I accept that I don’t know what will happen next, but I also recognise the nature of my resources to deal with it, which are considerable, though not infallible, and not guaranteed. What do we have to fall back on, beyond these convictions? We have some kind of faith or philosophy of life, in most cases, I suspect. Without which, as C G Jung pointed out, it is very difficult to remain free from neurosis. Life is just plain too scary to be lived on your own private resources alone. We need other people, a community of the like-minded, not a bunch of people seeking an impossible nirvana of control over the rest of the world, but a group of people willing to acknowledge how scary and uncontrolled life can be, and who understand the need to help each other if we are all to survive. 

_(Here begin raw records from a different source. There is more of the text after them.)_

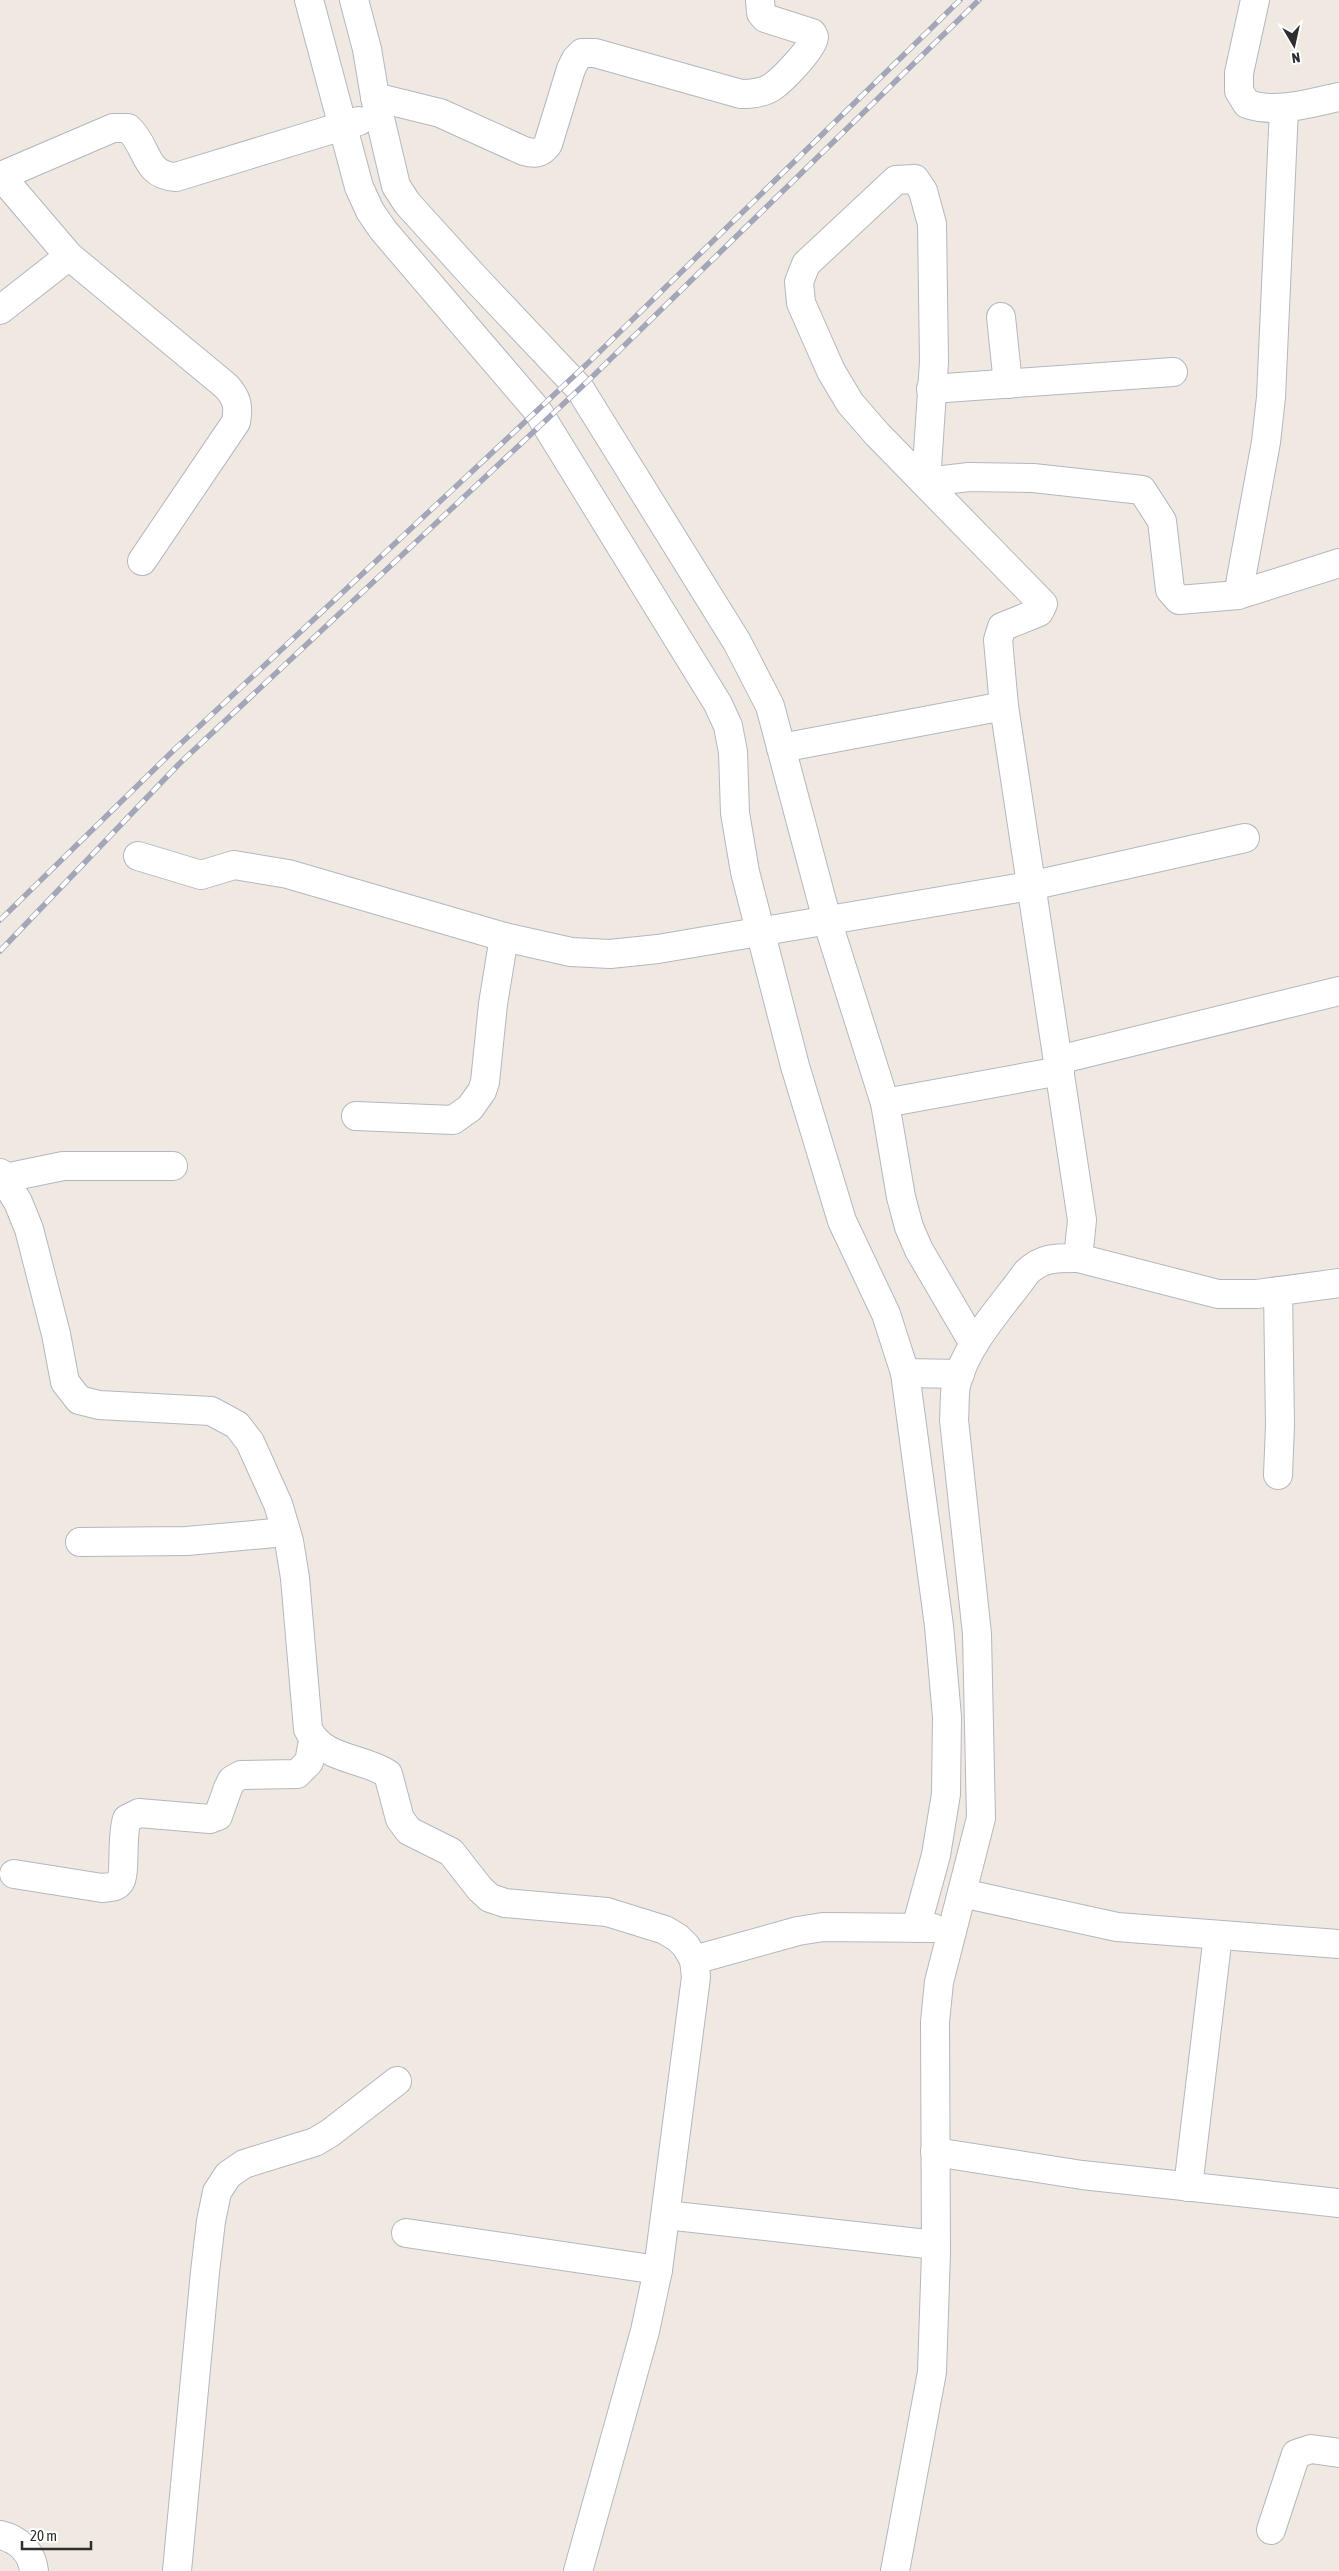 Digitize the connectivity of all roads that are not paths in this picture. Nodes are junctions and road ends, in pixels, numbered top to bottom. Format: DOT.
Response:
graph roads {
  1 [pos="309,0"];
  2 [pos="354,0"];
  3 [pos="760,0"];
  4 [pos="1255,0"];
  5 [pos="1339,97"];
  6 [pos="1284,108"];
  7 [pos="363,116"];
  8 [pos="0,176"];
  9 [pos="69,256"];
  10 [pos="0,310"];
  11 [pos="1001,317"];
  12 [pos="1173,372"];
  13 [pos="1008,384"];
  14 [pos="931,389"];
  15 [pos="926,482"];
  16 [pos="142,561"];
  17 [pos="1339,563"];
  18 [pos="1238,594"];
  19 [pos="1004,706"];
  20 [pos="781,748"];
  21 [pos="1245,838"];
  22 [pos="138,856"];
  23 [pos="1030,886"];
  24 [pos="793,926"];
  25 [pos="504,937"];
  26 [pos="1339,991"];
  27 [pos="1059,1066"];
  28 [pos="885,1102"];
  29 [pos="356,1116"];
  30 [pos="173,1166"];
  31 [pos="2,1176"];
  32 [pos="1078,1258"];
  33 [pos="1339,1283"];
  34 [pos="1278,1291"];
  35 [pos="974,1344"];
  36 [pos="929,1374"];
  37 [pos="1278,1475"];
  38 [pos="286,1532"];
  39 [pos="80,1542"];
  40 [pos="314,1741"];
  41 [pos="14,1874"];
  42 [pos="962,1893"];
  43 [pos="916,1928"];
  44 [pos="952,1928"];
  45 [pos="1218,1936"];
  46 [pos="1339,1944"];
  47 [pos="694,1960"];
  48 [pos="397,2081"];
  49 [pos="935,2152"];
  50 [pos="1188,2187"];
  51 [pos="1339,2203"];
  52 [pos="666,2215"];
  53 [pos="406,2233"];
  54 [pos="936,2245"];
  55 [pos="658,2270"];
  56 [pos="1339,2453"];
  57 [pos="1271,2530"];
  58 [pos="0,2535"];
  59 [pos="34,2571"];
  60 [pos="177,2571"];
  61 [pos="578,2571"];
  62 [pos="895,2571"];
  1 -- 7 [label="street"];
  2 -- 7 [label="street"];
  3 -- 7 [label="street"];
  4 -- 6 [label="street"];
  5 -- 6 [label="street"];
  6 -- 18 [label="street"];
  7 -- 8 [label="street"];
  7 -- 20 [label="street"];
  7 -- 24 [label="street"];
  8 -- 9 [label="street"];
  9 -- 10 [label="street"];
  9 -- 16 [label="street"];
  11 -- 13 [label="street"];
  12 -- 13 [label="street"];
  13 -- 14 [label="street"];
  14 -- 15 [label="street"];
  14 -- 15 [label="street"];
  15 -- 18 [label="street"];
  15 -- 19 [label="street"];
  17 -- 18 [label="street"];
  19 -- 20 [label="street"];
  19 -- 23 [label="street"];
  20 -- 24 [label="street"];
  21 -- 23 [label="street"];
  22 -- 25 [label="street"];
  23 -- 24 [label="street"];
  23 -- 27 [label="street"];
  24 -- 25 [label="street"];
  24 -- 28 [label="street"];
  24 -- 36 [label="street"];
  25 -- 29 [label="street"];
  26 -- 27 [label="street"];
  27 -- 28 [label="street"];
  27 -- 32 [label="street"];
  28 -- 35 [label="street"];
  30 -- 31 [label="street"];
  31 -- 38 [label="street"];
  32 -- 34 [label="street"];
  32 -- 35 [label="street"];
  33 -- 34 [label="street"];
  34 -- 37 [label="street"];
  35 -- 36 [label="street"];
  36 -- 42 [label="street"];
  36 -- 43 [label="street"];
  38 -- 39 [label="street"];
  38 -- 40 [label="street"];
  40 -- 41 [label="street"];
  40 -- 47 [label="street"];
  42 -- 44 [label="street"];
  42 -- 45 [label="street"];
  43 -- 44 [label="street"];
  43 -- 47 [label="street"];
  44 -- 49 [label="street"];
  45 -- 46 [label="street"];
  45 -- 50 [label="street"];
  47 -- 52 [label="street"];
  48 -- 60 [label="street"];
  49 -- 50 [label="street"];
  49 -- 54 [label="street"];
  50 -- 51 [label="street"];
  52 -- 54 [label="street"];
  52 -- 55 [label="street"];
  53 -- 55 [label="street"];
  54 -- 62 [label="street"];
  55 -- 61 [label="street"];
  56 -- 57 [label="street"];
  58 -- 59 [label="street"];
}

I think this is what the British need, as a nation, and it isn’t to be found in any Brexit deal, or a second referendum, or a general election, unless some remarkably wise politician emerges who can at last think beyond the surface and the shallow. I’d suggest meanwhile that we all begin by recognising the merit in each other whenever we can. Let's help others to recognise the resources they actually have now, which can make a difference. These are real and will not go away when the boom falls. Make a positive comment to someone today. Draw their attention to what they already have that makes a difference. There is far more at stake, I assure you, than pop psychology!